Bir devletin yapısı ve yönetimi "anayasaya" ve yasalara bağlı olarak kurulur ve işlerlik kazanır.

Ülke en iyi bir "devlet modeline" ve "işlerliğine" sahip olmalıdır ki yurttaşlara eşit ve adil hizmetler verebilsin, ülkenin kalkınmasına ve çağdaş bir toplum olmasına çalışabilsin.

Bunun için de günümüzde var olan en uygun ve en iyi yönetim, güçler ayrımına dayalı, parlamenter bir hukuk sistemi olan "çağdaş demokrasi"dir.

Bunun için de tüm devlet erkinin ve kurumlarının "açık, işlerlikli ve demokratik ilkelere uygun" çalışır olması gerekir.

Bu "istenilen" devlet yapısının, "adil ve çağdaş" bir devletin olması gereken temel özellikleri nelerdir?

Konu üzerinde konuşulabilecek çok yönlü bakış açıları, araştırmalar ve incelemeler vardır.

Bu yazımda devlet yönetiminde ve yapısallığında "olmaması", "yapılmaması" gereken konuları, durumları "kısaca" sıralamak istiyorum:

.    Bir de siz bakın ve üzerinde düşünün istiyorum:

Akraba, eş, dost için avantajlar, ayrıcalıklar...

Anayasanın maddelerini tam olarak uygulamamak...

Bölgeselci, feodal ilişkili, tarikat ve mezhep çıkarlarına yönelik toplumsal ve ekonomik, siyasi girişimlere ve ayrıcılıklara, çıkarcılıklara  izin vermek..

Çeteleşmenin ve mafyalaşmanın yayılması

Çevre sağlığını koruyacak önlemlerin alınmamış olması.

Denetlenemeyen, kayıt altına alınamayan ilticacılar, göçmenler, kaçaklara kapıları açmak.

Devlet görevlilerinin halkı küçümsemesi.

Devlet kaynaklarının hortumlanması.

Devlet kurumlarının açık, adil ve bağımsız bir denetim altına alınamaması.

Devlet kurumlarına görevli seçiminde liyakat kuralına uymamak.

Devlet kurumlarında görevlilerin kendilerine "kişisel" çıkar sağlayan düzenlemeler kurması.

Devletin mal varlıklarını birilerine peşkeş çekmek.

Dinsel duyguları sömürenlere izin vermek.

Doğaya sahip çıkamamak.

Eğitimde birlik ve ulusal çıkarcılıktan vazgeçmek.

Eğitimde ulusal çıkarlardan vazgeçmek.

Ekonomide dışa bağımlılığın artıyor olması.

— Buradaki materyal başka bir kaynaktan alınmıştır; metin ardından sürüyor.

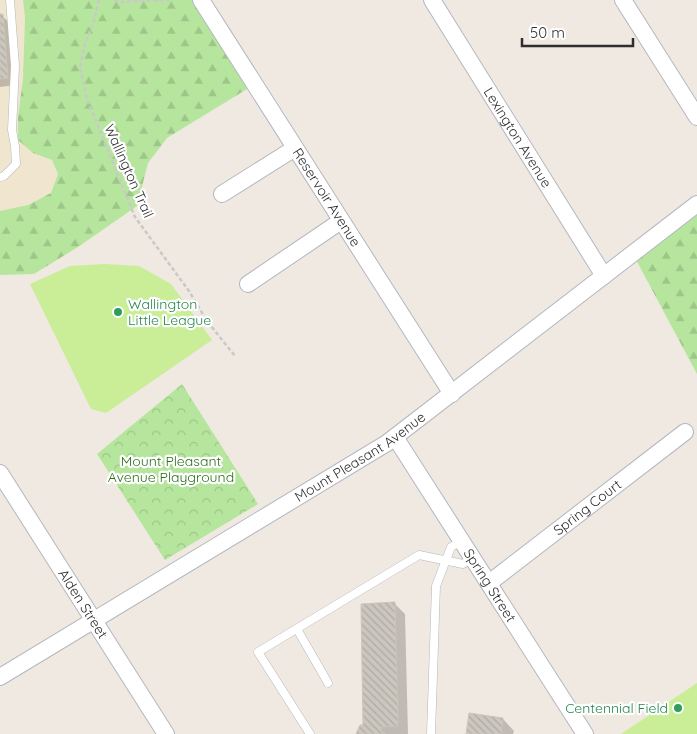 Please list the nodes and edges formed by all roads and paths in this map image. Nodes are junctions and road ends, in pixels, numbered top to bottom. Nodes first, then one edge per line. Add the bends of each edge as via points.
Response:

Ekonomide devletçilikten gittikçe uzaklaşmak.

Endüstriyel yatırımlarda dünya düzeyinin gerisinde kalmak.

Genç kuşağa iş bulamamak.

Gerçekleri saklayıp, yalanlarla halkı kandırmak.

Görevlilerin rüşvet ile iş yapması.

Irkçılığa dur diyememek.

İhracatın gerilemesi.

İşsizliğin artması.

İthalatın hızlı artışı.

Kadınlara pozitif ayrımcılık yapamamak.

Kara paranın akışını önlememek.

Kayıt dışı para akışını önleyememek.

Mahkemelerin bağımsız, özgür ve adil çalışamaz duruma getirilmesi.

Memur, işçi ve emeklinin ücret ve maaşlarının geçim koşullarının altında kalması.

Merkez bankasının "özer ve bağımsız" çalışmasını engellemek.

"Partizanlıkla" seçilen kişilerin göreve getirilmesi.

Şeffaflıktan yoksunluk.

Tarımsal üretime önem vermemek, tarımın gerilemesi

Teknikte çağdaşlığı yakalayamamak.

Teknikte, ilimde geri kalmak.

Toplumda uygulanmak istenilen zihin yönetimlerini denetleyememek.

Toplumsal ahlakta görülen çöküntüleri ciddiye almamak.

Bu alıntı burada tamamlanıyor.